19. El método de la reivindicación 17, donde dicho mamífero es un humano diagnosticado de tener riesgo de ateroesclerosis.

20. El método de la reivindicación 2, donde dicho fosfolípido es un fosfolípido en una lipoproteína de baja densidad (LDL).

21. El método de la reivindicación 2, donde dicho fosfolípido es un fosfolípido, que, cuando se oxida, causa una reacción monocítica.

22. El método de la reivindicación 21, donde dicho fosfolípido se elige del grupo que consiste de 1-palmitoil-2-araquidonoil-sn-glicero-3-fosforilcolina (Ox-PAPC), 1-palmitoil-2-oxovaleroil-sn-glicero-3-fosforilcolina (POVPC), 1-palmitoil-2-glutaroil-sn-glicero-3-fosforilcolina(PGPC), 1-palmitoil-2-epoxiisoprostano-sn-glicero-3-fosforilcolina (PEIPC), 1-estearoil-2-araquidonoil-sn-glicero-3-fosforilcolina (SAPC), 1-estearoil-2-oxovaleroil-sn-glicero-3-fosforilcolina(SOVPC), 1-estearoil-2-glutaroil-sn-glicero-3-fosforilcolina (SGPC), 1-estearoil-2-epoxiisoprostano-sn-glicero-3-fosforilcolina (SEIPC), 1-estearoil-2-araquidonil-sn-glicero-3-fosforiletanolamina (Ox-SAPE), 1-estearoil-2-oxovaleroil-sn-glicero-3-fosforiletanolamina (SOVPE), 1-estearoil-2-glutaroil-sn-glicero-3-fosforiletanolamina (SGPE), y 1-estearoil-2-epoxiisoprostano-sn-glicero-3-fosforiletanolamina (SEI PE).

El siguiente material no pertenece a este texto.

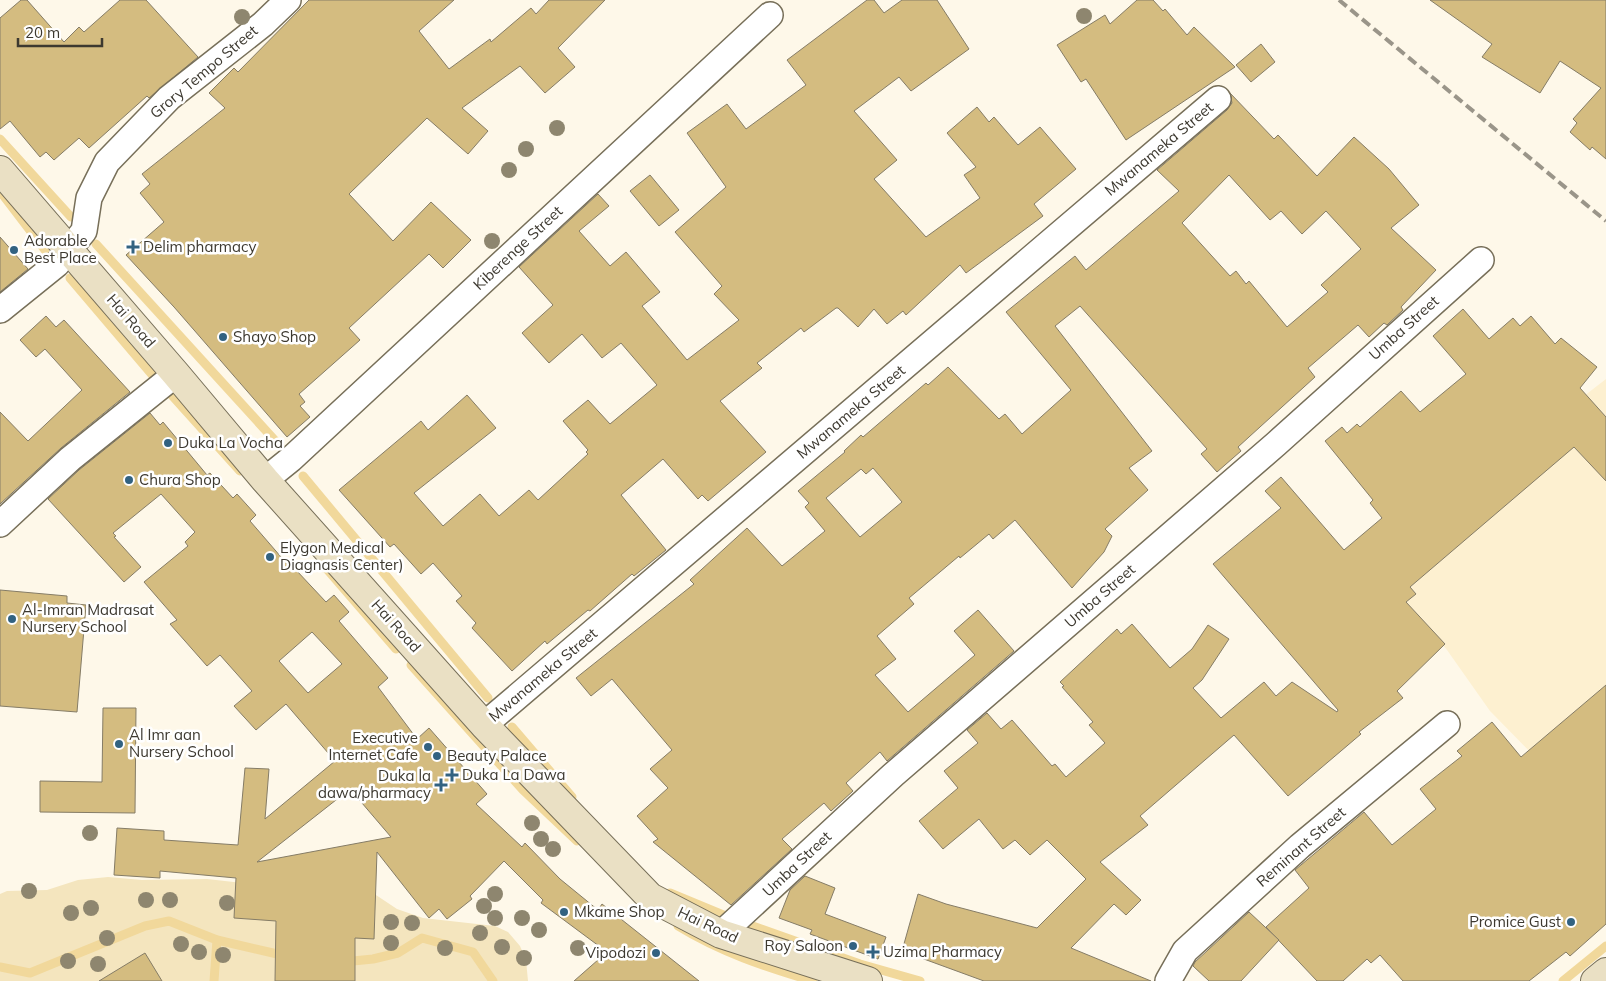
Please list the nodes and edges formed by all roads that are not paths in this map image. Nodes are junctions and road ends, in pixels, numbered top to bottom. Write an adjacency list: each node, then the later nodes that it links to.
1 (288, 0): 5 (street, Grory Tempo Street)
2 (770, 15): 9 (street, Kiberenge Street)
3 (1218, 99): 12 (street, Mwanameka Street)
4 (0, 170): 5 (street, Hai Road)
5 (69, 251): 7 (street, Grory Tempo Street); 8 (street, Hai Road)
6 (1481, 260): 13 (street, Umba Street)
7 (0, 310)
8 (176, 374): 9 (street, Hai Road); 10 (street)
9 (265, 480): 12 (street, Hai Road)
10 (0, 524)
11 (1447, 724): 16 (street, Reminant Street)
12 (484, 725): 13 (street, Hai Road)
13 (721, 934): 15 (street, Hai Road)
14 (1606, 972): 17 (street)
15 (868, 981)
16 (1168, 981)
17 (1595, 981)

23. El método de la reivindicación 2, donde dicho sometimiento del fosfolípido a condiciones de oxidación comprende poner en contacto el fosfolípido con un agente del grupo que consiste de peróxido de hidrógeno, 13(S)-HPODE, 15(S)-HPETE, HPODE, HPETE, HODE, y HETE.

24. El método de la reivindicación 2, donde dicha medición comprende comparar dicho cambio en la cantidad de fosfolípido oxidado o fosfolípido no oxidado con el cambio en la cantidad de fosfolípido oxidado o fosfolípido no oxidado producido al poner en contacto el fosfolípido oxidado con la HDL que se sabe reduce los niveles de fosfolípido oxidado.

25. El método de la reivindicación 2, donde dicha medición comprende comparar dicho cambio en la cantidad de fosfolípido oxidado o fosfolípido no oxidado con el cambio en la cantidad de fosfolípido oxidado o fosfolípido no oxidado producido al poner en contacto el fosfolípido oxidado con HDL que se sabe es deficiente en la capacidad de reducir los niveles de fosfolípido oxidado.

26. El método de la reivindicación 2, donde dicha medición comprende comparar dicho cambio en la cantidad de fosfolípido oxidado o fosfolípido no oxidado con el cambio en la cantidad de fosfolípido oxidado o fosfolípido no oxidado producido por la misma prueba sin la HDL presente.

27. El método de la reivindicación 3, donde dicha patología se elige del grupo que consiste de artritis reumatoide, fibrosis pulmonar idiopática, y lupus.